"Bi Sian, engkau berkelahi? Mengapa? Ceritakan apa yang terjadi dan mengapa pula wajah Sie Liong bengkak-bengkak, dan mengapa pula barang belanjaan kotor berantakan dan ada yang hilang?"
Lan Hong yang merasa kasihan melihat adiknya yang bongkok itu mukanya bengkak-bengkak dan kelihatan kesakitan, lalu berkata,
"Biarkan mereka duduk. Sie Liong, engkau minumlah dulu, engkau juga Bi Sian."
Kedua orang anak itu minum air teh yang tersedia di atas meja, kemudian mereka berempat duduk menghadapi meja. Bi Sian lalu mulai bercerita.
"Ketika kami pulang dari pasar, di jalan yang sepi dekat ladang itu kami dihadang oleh lima orang anak laki-laki yang usianya kurang lebih lima belas tahun, ayah. Mereka itu anak-anak nakal. Mereka menggoda dan memaki paman Liong, mengataken paman monyet bongkok. Paman diam saja, akan tetapi aku yang tidak kuat menahan. Aku balas memaki mereka, bahkan aku lalu memukul mereka. Mereka lalu memukuli paman Liong yang tidak melawan. Aku menjadi marah dan aku lalu berkelahi dengan mereka, sementara paman Liong masih dipukuli. Akhirnya, aku berhasil mengusir mereka, ayah. Barang belanjaan menjadi kocar-kacir, lima ekor ayam itu terlepas dan kami hanya dapat menemukan kembali tiga ekor saja. Aku yang berkelahi, ayah, akan tetapi lima orang anak itu jahat seperti setan. Apa lagi yang seorang, yang jangkung dan berjerawat mukanya. Kata orang, dia itu anak komandan keamanan di kota ini, ayah."
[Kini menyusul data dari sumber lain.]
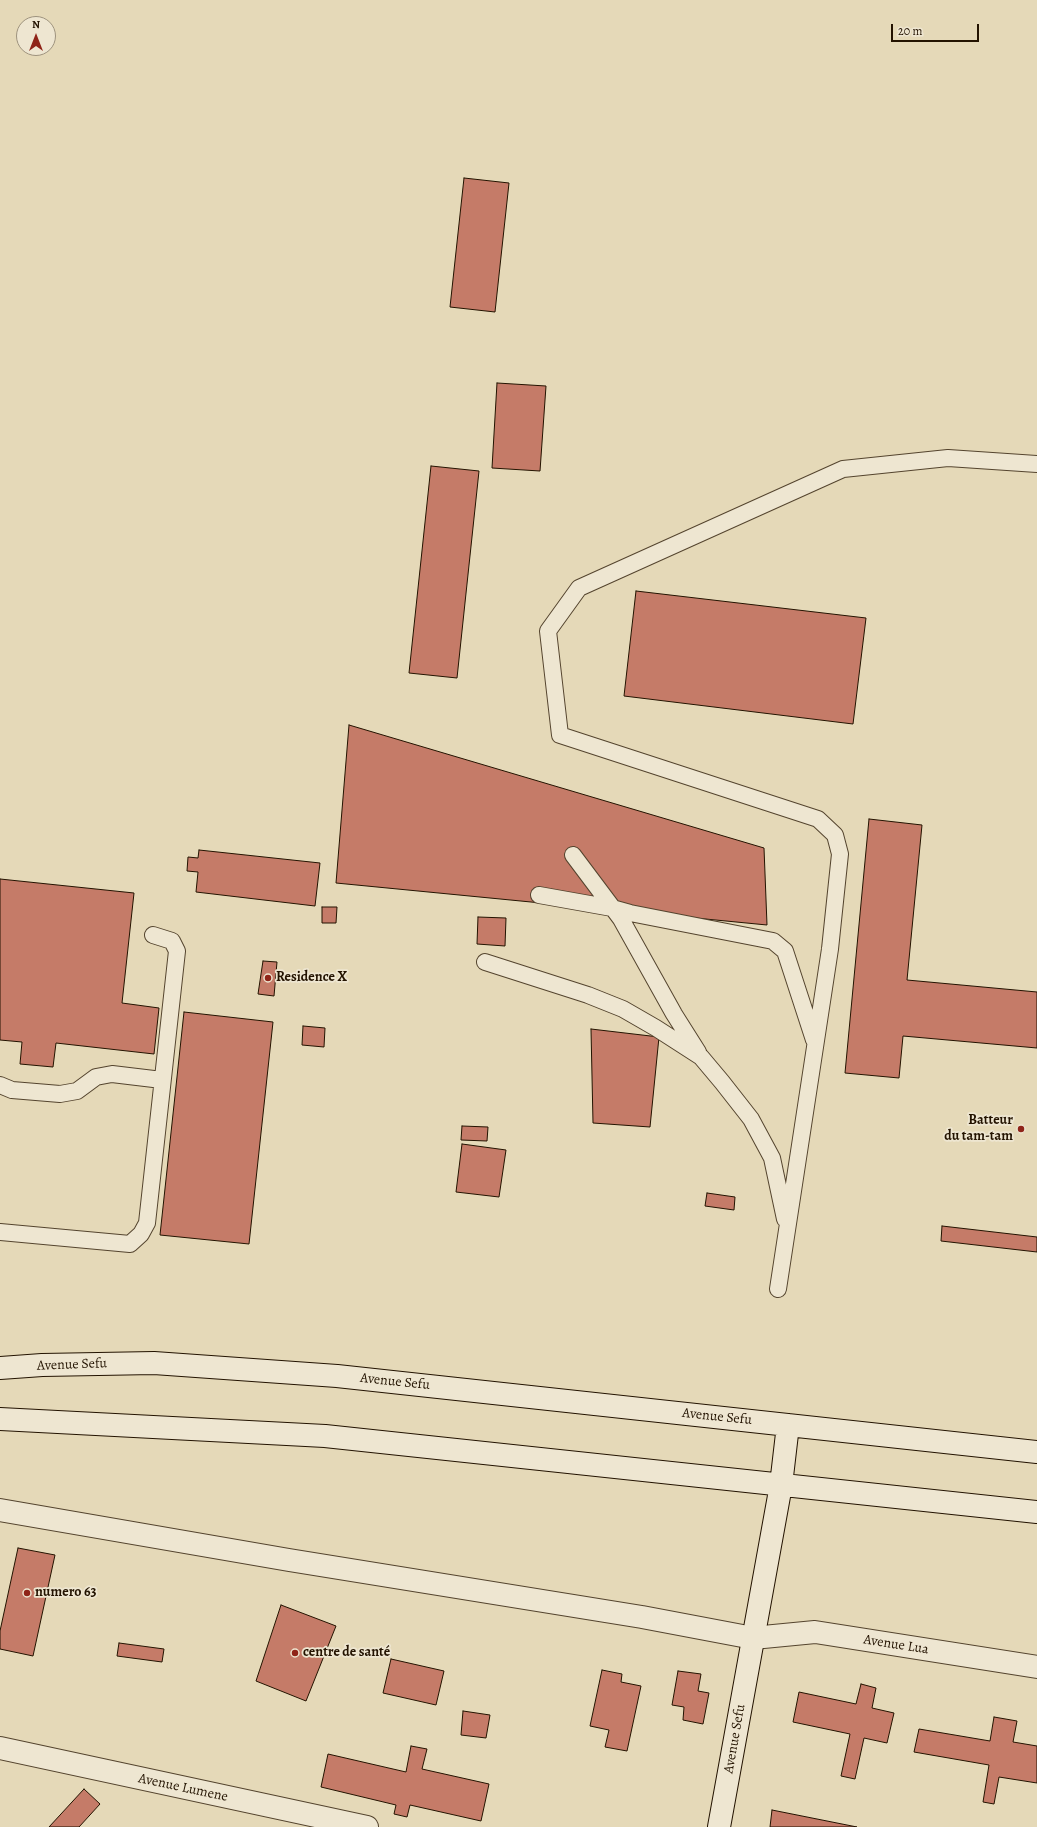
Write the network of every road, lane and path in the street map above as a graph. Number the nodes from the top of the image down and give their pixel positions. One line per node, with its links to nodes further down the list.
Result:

"Apa? Putera Lu Ciangkun (Perwira Lu)?"
Sun Kok bertanya kaget sekali.
"Kalau begitu anak itu adalah Lu Ki Cong!"
"Kami tidak tahu namanya, ayah, hanya ada seorang kakek di jalan yang memperingatkan aku bahwa anak itu adalah putera komandan pasukan keamanan di Sung-jan."
"Aiih!"
Yauw Sun Kok menepuk pahanya sendiri. Tentu saja dia mengenal baik Lu Ciangkun! Perwira itu bukan saja sahabat baiknya, bahkan di antara mereka pernah timbul percakapan tentang memperjodohkan anak masing-masing satu sama lain. Perwira itu hanya mempunyai seorang anak saja, yaitu anak laki-laki bernama Lu Ki Cong. Biarpun belum diresmikan, bahkan isterinya sendiri belum diberitahu hal itu, di antara kedua orang itu seperti sudah ada ikatan. Dan sekarang, mereka berkelahi! Lalu dia memandang kepada Sie Liong, dan bertanya kepada puterinya.
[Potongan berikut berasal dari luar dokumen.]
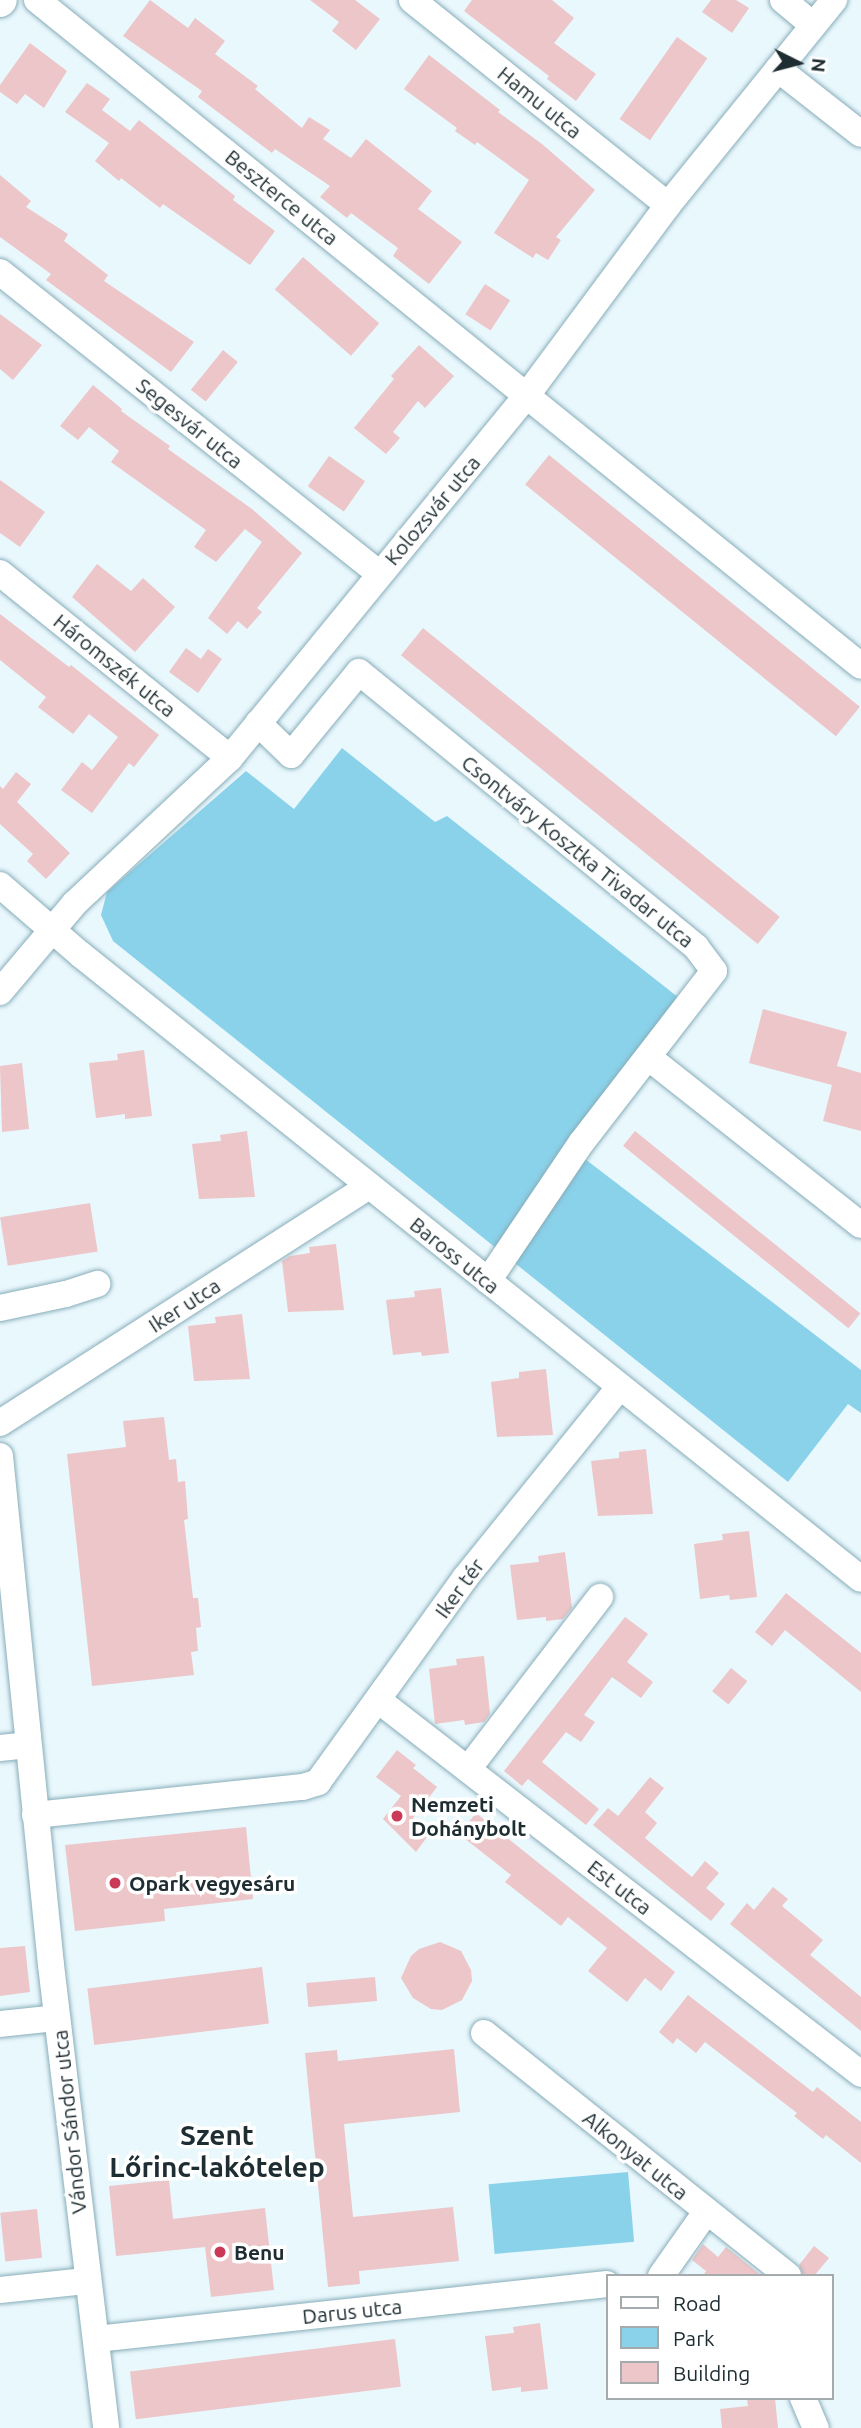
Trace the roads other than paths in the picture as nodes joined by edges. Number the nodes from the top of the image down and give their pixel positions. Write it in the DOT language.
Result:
graph roads {
  1 [pos="37,0"];
  2 [pos="412,0"];
  3 [pos="783,0"];
  4 [pos="834,0"];
  5 [pos="813,25"];
  6 [pos="778,69"];
  7 [pos="861,134"];
  8 [pos="668,205"];
  9 [pos="0,272"];
  10 [pos="527,395"];
  11 [pos="0,573"];
  12 [pos="379,574"];
  13 [pos="861,666"];
  14 [pos="258,723"];
  15 [pos="230,758"];
  16 [pos="0,885"];
  17 [pos="53,928"];
  18 [pos="0,992"];
  19 [pos="648,1058"];
  20 [pos="369,1186"];
  21 [pos="861,1225"];
  22 [pos="488,1281"];
  23 [pos="97,1284"];
  24 [pos="0,1308"];
  25 [pos="619,1388"];
  26 [pos="0,1423"];
  27 [pos="0,1456"];
  28 [pos="861,1579"];
  29 [pos="600,1597"];
  30 [pos="378,1700"];
  31 [pos="28,1745"];
  32 [pos="0,1748"];
  33 [pos="468,1769"];
  34 [pos="35,1815"];
  35 [pos="57,2018"];
  36 [pos="0,2024"];
  37 [pos="484,2033"];
  38 [pos="861,2074"];
  39 [pos="706,2212"];
  40 [pos="662,2274"];
  41 [pos="785,2274"];
  42 [pos="86,2281"];
  43 [pos="606,2284"];
  44 [pos="0,2290"];
  45 [pos="96,2339"];
  46 [pos="804,2400"];
  47 [pos="106,2428"];
  48 [pos="816,2428"];
  1 -- 10 [label="street, Beszterce utca"];
  2 -- 8 [label="street, Hamu utca"];
  3 -- 5 [label="street"];
  4 -- 5 [label="street, Kolozsvár utca"];
  5 -- 6 [label="street, Kolozsvár utca"];
  6 -- 7 [label="street"];
  6 -- 8 [label="street, Kolozsvár utca"];
  8 -- 10 [label="street, Kolozsvár utca"];
  9 -- 12 [label="street, Segesvár utca"];
  10 -- 12 [label="street, Kolozsvár utca"];
  10 -- 13 [label="street"];
  11 -- 15 [label="street, Háromszék utca"];
  12 -- 14 [label="street, Kolozsvár utca"];
  14 -- 15 [label="street, Kolozsvár utca"];
  14 -- 19 [label="street, Csontváry Kosztka Tivadar utca"];
  15 -- 17 [label="street, Kolozsvár utca"];
  16 -- 17 [label="street, Baross utca"];
  17 -- 18 [label="street, Kolozsvár utca"];
  17 -- 20 [label="street, Baross utca"];
  19 -- 21 [label="street"];
  19 -- 22 [label="street"];
  20 -- 22 [label="street, Baross utca"];
  20 -- 26 [label="street, Iker utca"];
  22 -- 25 [label="street, Baross utca"];
  23 -- 24 [label="street"];
  25 -- 28 [label="street, Baross utca"];
  25 -- 30 [label="street, Iker tér"];
  27 -- 31 [label="street, Vándor Sándor utca"];
  29 -- 33 [label="street"];
  30 -- 33 [label="street, Est utca"];
  30 -- 34 [label="street, Iker tér"];
  31 -- 32 [label="street"];
  31 -- 34 [label="street, Vándor Sándor utca"];
  33 -- 38 [label="street, Est utca"];
  34 -- 35 [label="street, Vándor Sándor utca"];
  35 -- 36 [label="street"];
  35 -- 42 [label="street, Vándor Sándor utca"];
  37 -- 39 [label="street, Alkonyat utca"];
  39 -- 40 [label="street"];
  39 -- 41 [label="street, Alkonyat utca"];
  42 -- 44 [label="street"];
  42 -- 45 [label="street, Vándor Sándor utca"];
  43 -- 45 [label="street, Darus utca"];
  45 -- 47 [label="street, Vándor Sándor utca"];
  46 -- 48 [label="street"];
}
"Bi Sian, coba ceritakan lagi yang jelas. Apa yang menjadi sebab perkelahian itu? Mengapa mereka itu menggoda dan mengganggu Sie Liong?"
Bi Sian bersungut-sungut,
"Anak jerawatan itu mengatakan bahwa tidak pantas paman Liong mengantar aku ke pasar. Katanya dia yang mengantar, dan dia mengusir paman Liong. Ketika aku marah dan memakinya, dia malah memukuli paman Liong bersama teman-temannya."
Ah, kini mengertilah Sun Kok. Anak sahabatnya itu cemburu! Tentu saja! Agaknya anak itu telah diberitanu oleh orang tuanya bahwa dia akan dijodoh-kan dengan Bi Sian, maka begitu melihat Bi Sian berjalan dengan Sie Liong, anak itu cemburu dan iri! Pantas kalau begitu, dan Sun Kok lalu tertawa bergelak. Tentu saja isterinya menjadi heran, juga Bi Sian memandang ayahnya dengan mata terbelalak.
"Mengapa ayah tertawa?"
Tanyanya berani. Sun Kok masin tertawa bergelak. Mendengar pertanyaan puterinya itu, dia berkata sambil tersenyum.
"Ha-ha, dia cemburu! Lu Ki Cong itu mencemburukan engkau dan Sie Liong! Ha-ha, bagaimana dia bisa cemburu? Sie Liong adalah seorang anak cacat.... eh, dia kan pamanmu sendiri! Apakah dia tidak kau beri tahu?"
Bi Sian menjadi penasaran.
"Sudah kuberitahu bahwa dia pamanku. Akan tetapi kenapa dia cemburu, ayah? Ada hak apa dia cemburu?"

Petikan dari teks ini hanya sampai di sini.